EXHIBIT 8.1
Mayer Brown LLP
71 South Wacker Drive
Chicago, Illinois 60606-4637
Main Tel (312) 782-0600
Main Fax (312) 701-7711
www.mayerbrown.com
May 3, 2011
ProLogis
4545 Airport Way
Denver, Colorado 80239
Re: Offers to Exchange
Ladies and Gentlemen:
     We have acted as counsel to ProLogis, a Maryland real estate investment trust (“ProLogis”), in connection with the solicitation by ProLogis, acting through AMB Property, L.P., a Delaware limited partnership (“AMB LP”), of certain consents from holders of ProLogis notes, and the offer by AMB LP to exchange AMB LP notes for such holders’ ProLogis notes pursuant to the preliminary prospectus, dated May 3, 2011, included as part of the registration statement on Form S-4 filed with the Securities and Exchange Commission (the “Registration Statement”). Capitalized terms not otherwise defined herein shall have the same meanings attributed to such terms in the Registration Statement.
     In rendering our opinions, we have considered applicable provisions of the Internal Revenue Code of 1986, as amended (“Code”), and the Treasury regulations promulgated thereunder (“Regulations”), pertinent judicial authorities, rulings of the Internal Revenue Service (“IRS”), currently published administrative rulings and procedures, and such other authorities as we have considered relevant, in each case as in effect on the date hereof. It should be noted that the Code, Regulations, judicial decisions, rulings, administrative interpretations and such other authorities are subject to change at any time and, in some circumstances, with retroactive effect. A change in any of the authorities upon which our opinion is based, or any variation or difference in any fact from those set forth or assumed herein or in the Registration Statement, letter of transmittal and consent or such other document on which we relied, could affect our conclusions herein.

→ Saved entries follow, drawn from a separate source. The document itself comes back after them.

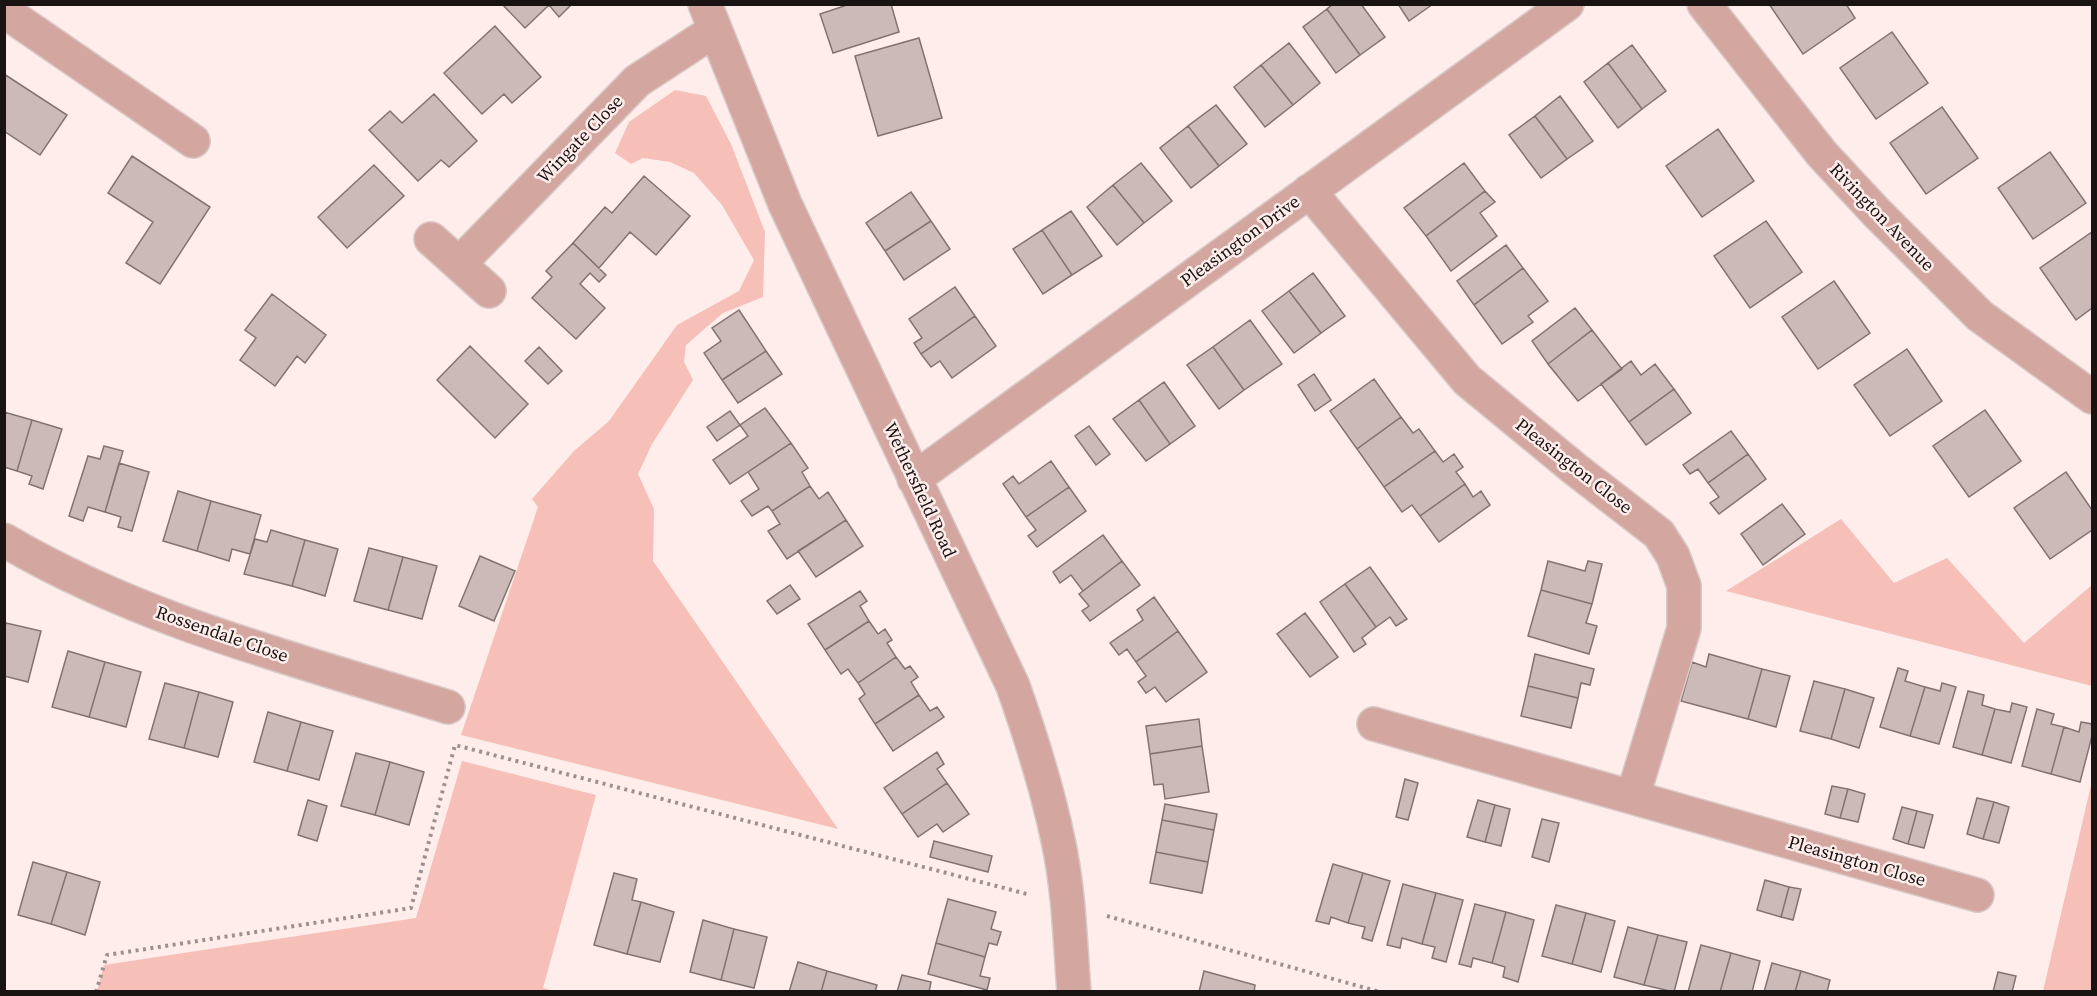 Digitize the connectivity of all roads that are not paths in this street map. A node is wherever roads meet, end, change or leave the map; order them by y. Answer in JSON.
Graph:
{"nodes":[{"id":1,"x":1568,"y":4,"type":"edge"},
{"id":2,"x":1704,"y":4,"type":"edge"},
{"id":3,"x":4,"y":10,"type":"edge"},
{"id":4,"x":710,"y":17,"type":"edge"},
{"id":5,"x":194,"y":141,"type":"dead end"},
{"id":6,"x":1309,"y":190,"type":"junction"},
{"id":7,"x":431,"y":239,"type":"dead end"},
{"id":8,"x":459,"y":264,"type":"junction"},
{"id":9,"x":489,"y":291,"type":"dead end"},
{"id":10,"x":2092,"y":397,"type":"edge"},
{"id":11,"x":914,"y":479,"type":"junction"},
{"id":12,"x":4,"y":540,"type":"edge"},
{"id":13,"x":448,"y":706,"type":"dead end"},
{"id":14,"x":1374,"y":724,"type":"dead end"},
{"id":15,"x":1633,"y":796,"type":"junction"},
{"id":16,"x":1977,"y":895,"type":"dead end"},
{"id":17,"x":1074,"y":992,"type":"edge"}],
"edges":[{"from":1,"to":6,"type":"street","name":"Pleasington Drive"},
{"from":2,"to":10,"type":"street","name":"Rivington Avenue"},
{"from":3,"to":5,"type":"street"},
{"from":4,"to":8,"type":"street","name":"Wingate Close"},
{"from":4,"to":11,"type":"street","name":"Wethersfield Road"},
{"from":6,"to":11,"type":"street","name":"Pleasington Drive"},
{"from":6,"to":15,"type":"street","name":"Pleasington Close"},
{"from":7,"to":8,"type":"street"},
{"from":8,"to":9,"type":"street"},
{"from":11,"to":17,"type":"street","name":"Wethersfield Road"},
{"from":12,"to":13,"type":"street","name":"Rossendale Close"},
{"from":14,"to":15,"type":"street","name":"Pleasington Close"},
{"from":15,"to":16,"type":"street","name":"Pleasington Close"}]} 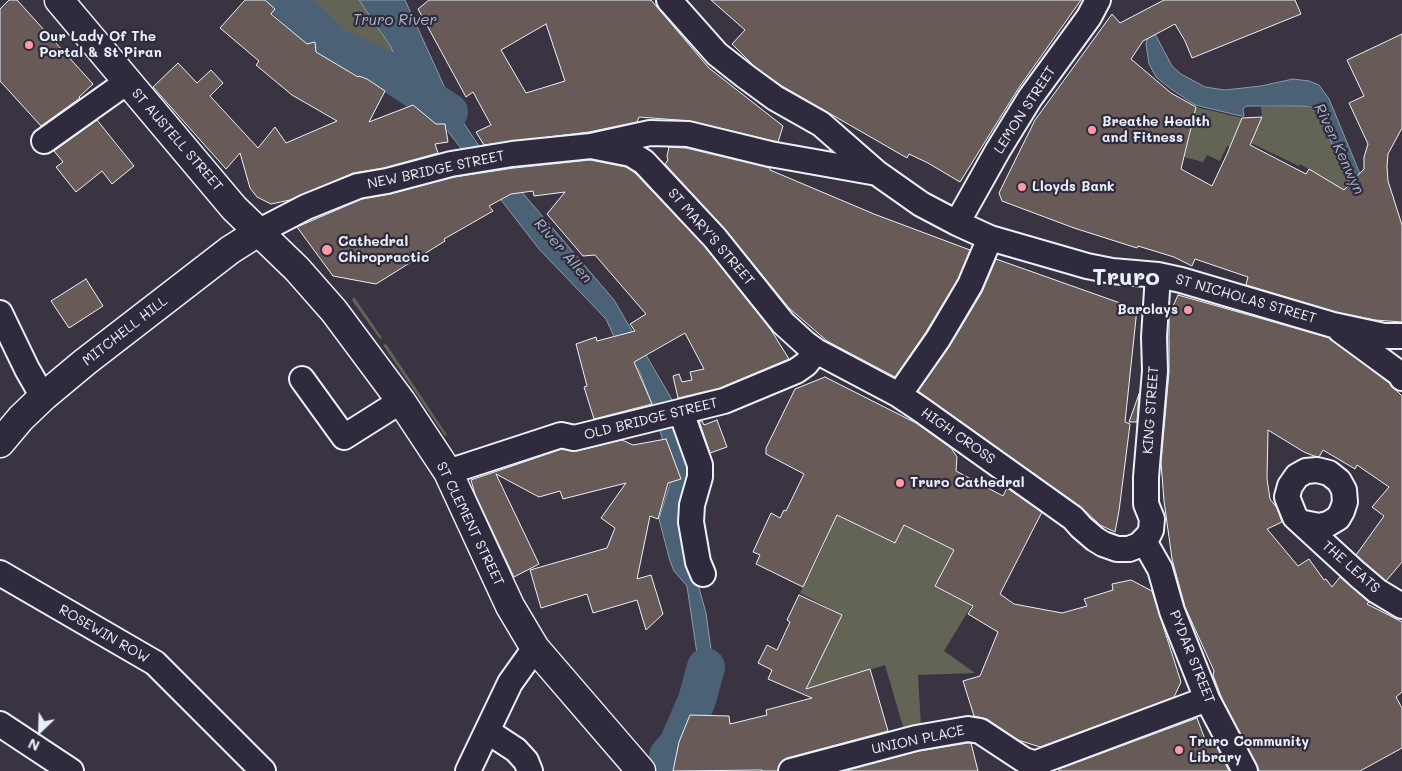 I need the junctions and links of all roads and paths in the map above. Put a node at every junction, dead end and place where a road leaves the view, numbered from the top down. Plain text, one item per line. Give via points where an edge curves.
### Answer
1 (59, 0) edge
2 (84, 0) edge
3 (669, 0) edge
4 (1098, 0) edge
5 (98, 46) junction
6 (126, 82) junction
7 (44, 141) dead end
8 (591, 146) junction
9 (877, 173) junction
10 (957, 223) junction
11 (260, 231) junction
12 (990, 238) junction
13 (1158, 275) junction
14 (0, 313) edge
15 (1333, 325) junction
16 (1402, 336) edge
17 (1402, 349) edge
18 (816, 351) junction
19 (1401, 376) edge
20 (302, 380) dead end
21 (899, 395) junction
22 (43, 397) junction
23 (401, 401) junction
24 (680, 412) junction
25 (0, 443) edge
26 (448, 472) junction
27 (1304, 523) dead end
28 (1144, 541) junction
29 (0, 573) edge
30 (703, 574) dead end
31 (1402, 606) edge
32 (535, 648) junction
33 (1207, 699) junction
34 (0, 724) edge
35 (487, 731) junction
36 (71, 771) edge
37 (263, 771) edge
38 (468, 771) edge
39 (530, 771) edge
40 (641, 771) edge
41 (791, 771) edge
42 (1245, 771) edge

1 - 5 main road, ST AUSTELL STREET
2 - 5 main road, ST AUSTELL STREET
3 - 9 street, ST NICHOLAS STREET via 724,59 775,98 821,124
4 - 10 street, LEMON STREET via 1030,98
5 - 6 main road, ST AUSTELL STREET
6 - 7 street
6 - 11 main road, ST AUSTELL STREET via 234,208
8 - 9 street via 650,133 688,134 770,154
8 - 11 street, NEW BRIDGE STREET via 451,164 358,186 306,207
8 - 18 street, ST MARY'S STREET via 631,154 644,162 715,238 783,323
9 - 10 street, ST NICHOLAS STREET via 921,204
10 - 12 street, ST NICHOLAS STREET
11 - 22 main road, MITCHELL HILL via 141,318
11 - 23 main road, ST CLEMENT STREET via 334,311
12 - 13 street, ST NICHOLAS STREET via 1088,266
12 - 21 street via 970,285
13 - 15 street, ST NICHOLAS STREET
13 - 28 street, KING STREET via 1155,371 1146,477 1146,504 1152,524
14 - 22 street
15 - 16 street, ST NICHOLAS STREET via 1384,336
15 - 19 street
17 - 19 street via 1399,359
18 - 21 street, HIGH CROSS
18 - 24 street, OLD BRIDGE STREET via 806,364 790,374 724,402
20 - 23 street via 344,437
21 - 28 street, HIGH CROSS via 1067,514 1095,539 1111,548 1123,550
22 - 25 main road, MITCHELL HILL
23 - 26 main road, ST CLEMENT STREET
24 - 26 street, OLD BRIDGE STREET via 574,438 561,435
24 - 30 street via 700,465 691,522
26 - 32 main road, ST CLEMENT STREET via 510,606
27 - 31 street, THE LEATS via 1350,569
28 - 33 street, PYDAR STREET via 1160,569 1172,611
29 - 37 street, ROSEWIN ROW via 155,664
32 - 35 street via 510,683
32 - 40 main road, ST CLEMENT STREET
33 - 41 street, UNION PLACE via 1039,762 1024,760 980,731 968,729 916,738
33 - 42 street, PYDAR STREET
34 - 36 street
35 - 38 street
35 - 39 street via 516,750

Moreover, there can be no assurance that our opinion will be accepted by the IRS or, if challenged by the IRS, by a court.
     Subject to the foregoing and to the qualifications and limitations set forth herein, it is our opinion that the discussion contained in the Registration Statement under the headings “Material United States Federal Income Tax Consequences — U.S. Federal Income Tax Considerations Relating to the Exchange Offers,” “— U.S. Federal Income Tax Considerations Relating to the AMB LP Notes,” “— Backup Withholding and Information Reporting” and “— Holders Not Exchanging in the Exchange Offers,” to the extent it constitutes matters of law, summaries of legal matters, or legal conclusions, has been reviewed by us and is correct in all material respects.

 


 

Mayer Brown llp
May 3, 2011
Page 2
     Except as set forth above, we express no opinion to any party as to the tax consequences, whether United States federal, state, local or foreign, of the exchange offers and consent solicitations or of any transaction related thereto or contemplated by the Registration Statement. This opinion is being furnished solely in connection with the filing of the Registration Statement. We disclaim any undertaking to advise you of any subsequent changes of the facts stated or assumed herein or any subsequent changes in applicable law.
     We hereby consent to the filing of this opinion letter as an exhibit to the Registration Statement. We also consent to the reference to our firm name wherever appearing in the Registration Statement with respect to discussion of the material U.S. federal income tax consequences of the exchange offers and consent solicitations, including the preliminary prospectus constituting a part thereof, and any amendment thereto. In giving this consent, we do not admit that we are experts within the meaning of Section 11 of the Securities Act or within the category of persons whose consent is required under Section 7 of the Securities Act.